Monday 15 April 2013

2nd Higgs Boson?: Physicists debate the possibility of a new particle

2nd Higgs Boson?: Physicists debate the possibility of a new particle, The discovery of the Higgs boson is indeed real, but physicists aren't sure about whether the new particle they've found is going to fit their predictions or not. A report from LiveScience.com on Saturday, April 13, 2013, reports that the data, so far, suggest that the Higgs is not representing any surprises, but that doesn't mean it won't in the future.

The Higgs boson is the particle thought to explain just how other particles get their mass. With that being said, physicists at the April meeting of the American Physical Society said that there still might be a second Higgs bosons lurking around out there.

There could be even more than two.

"There's a large number of theoretical models that predict, actually, that this Higgs field is more complicated," said Markus Klute, a physicist at the Massachusetts Institute of Technology.

Some of these theories predict that there could be five or more Higgs bosoons of different masses, said Klute.

It was confirmed by physicists back in March of 2013 that a new particle was discovered at the world's largest atom smasher (the Large Hadron Collider or LHC), and it is, in fact, the Higgs boson. The particle weighs about 126 times the mass of a proton, appears to fit the Standard Model of physics, the dominant theory of particle physics.

In that model, the Higgs boson is related to the Higgs field. That is the energy field that pervades space and it is actually thought to imbue many particles with mass.

The so-called "vanilla" Higgs has been much of a disappointment to physicists hoping that they would find something to upend their theories.

"Sometime in November, I was depressed a little bit by the fact that everything lines up so well," Klute said. "They call this 'post-discovery depression.'"

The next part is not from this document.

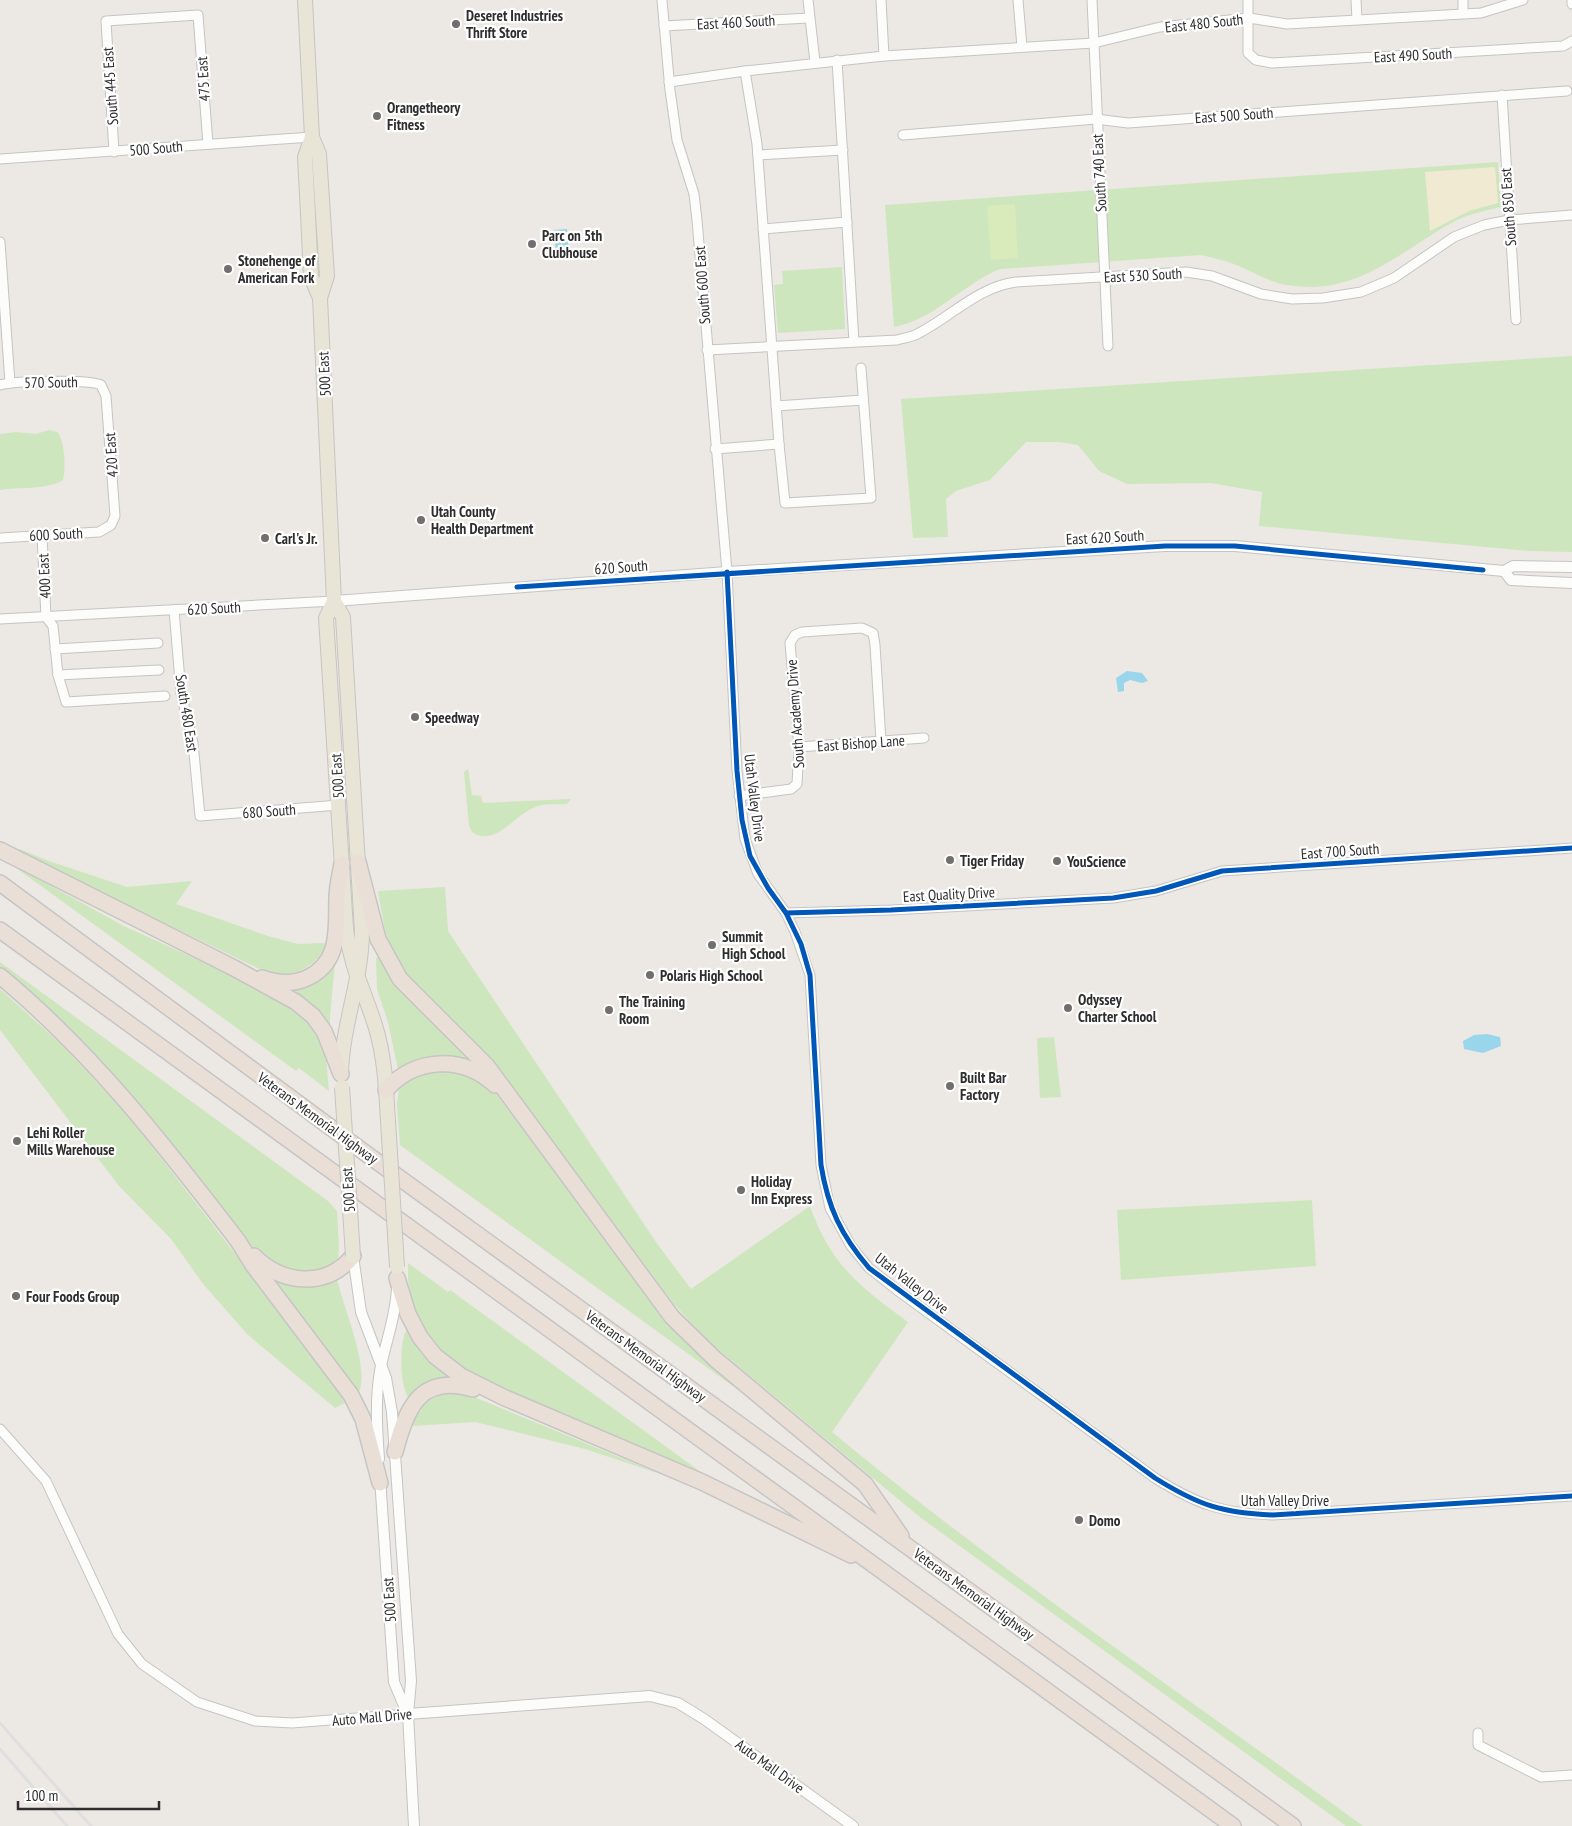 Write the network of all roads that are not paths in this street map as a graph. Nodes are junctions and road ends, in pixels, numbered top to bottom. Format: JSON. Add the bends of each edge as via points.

Researchers still say there is more to learn about the particle, and that includes whether it there could be a second Higgs boson or more. Variations may even be hiding in the data collected already.

"As far as 'Is the Higgs standard or not standard,' we're not in the game yet," said Michael Peskin, a physicists at SLAC National Accelerator Laboratory at Stanford University. "We will be in the game later this decade, but right now it's just an open question."